I’m trying to create new functionality using existing in-line comments in a rich text field.

My goal with this is to create automations to aggregate comments with cited text in documents and reports; e.g. to comment on AI output, include the comments with a re-feed to AI to improve it.

My strategy is to create a script to fetch the comment itself, as well as cited text that was selected as commented-upon (the yellow underlined text that gets highlited when hovering over the text)

In the JSON of the rich text field, the comment text itself is clearly visible, but the cited text is only indicated with indices. For example:

  "comments": [
    {
      "from": 142,
      "to": 181,
      "id": "0c6c7927-dcab-4014-8552-ab22be4f4fd7",
      "body": {
        "doc": {
          "type": "doc",
          "content": [
            {
              "type": "paragraph",
              "attrs": {
                "guid": "551cc0fa-c40e-4f2d-a102-81a9e897ccf5"
              },
              "content": [
                {
                  "type": "text",
                  "text": "Comment one"
                }
              ]
            }
          ]
        },
        "comments": []
      },
      "date": 1746570173161,
      "author": {
        "id": "9e75b117-a9fa-44a1-96bd-4cebe6b6bbed"
      },
      "thread": null,
      "state": "open",
      "detached": false
    },

I tried to create a script that generates the cited text based on the indices “from” and “to” while mapping that to the characters in the rich text field.

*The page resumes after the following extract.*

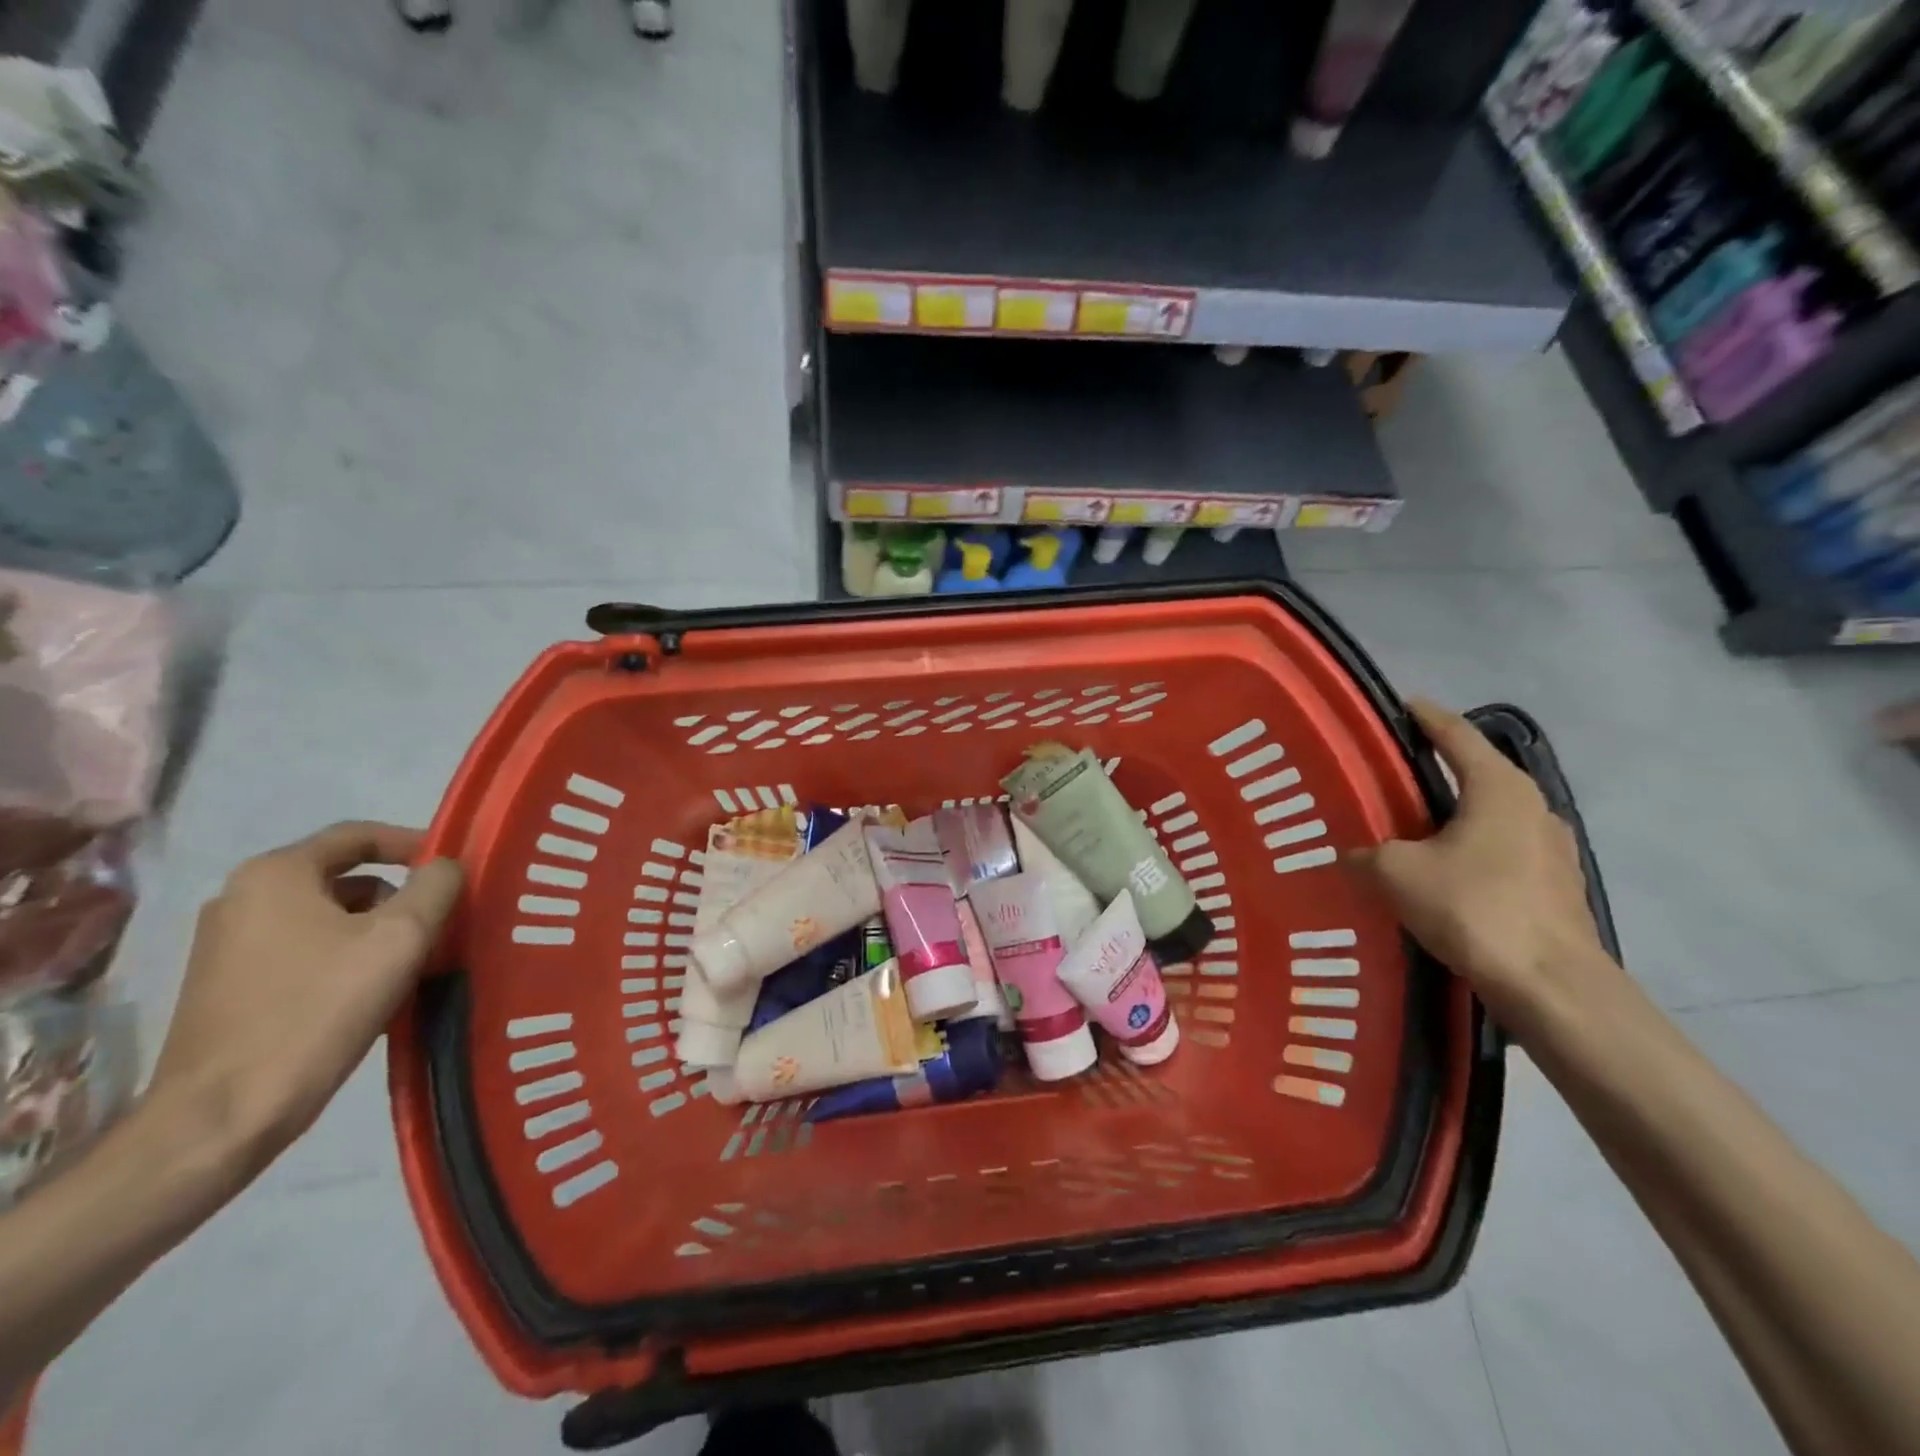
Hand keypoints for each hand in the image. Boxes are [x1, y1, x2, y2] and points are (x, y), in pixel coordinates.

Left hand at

Markdown extraction shows offsets, meaning wrong start and end characters result in the wrong cited text. What I suspect is that I need to:

  • Map the rich text JSON to Markdown indices.
  • Use \n per blockquote paragraph.
  • Capture snippets for all nodes.

Could you pllease give pointers or code example how this is done?

In the meantime, I discovered that:

  • Deleting text makes cited text available in hidden JSON - When text is deleted that contained comments, the comments are still present in the (hidden) JSON comment remnants of the field of the deleted text, and they include the cited text!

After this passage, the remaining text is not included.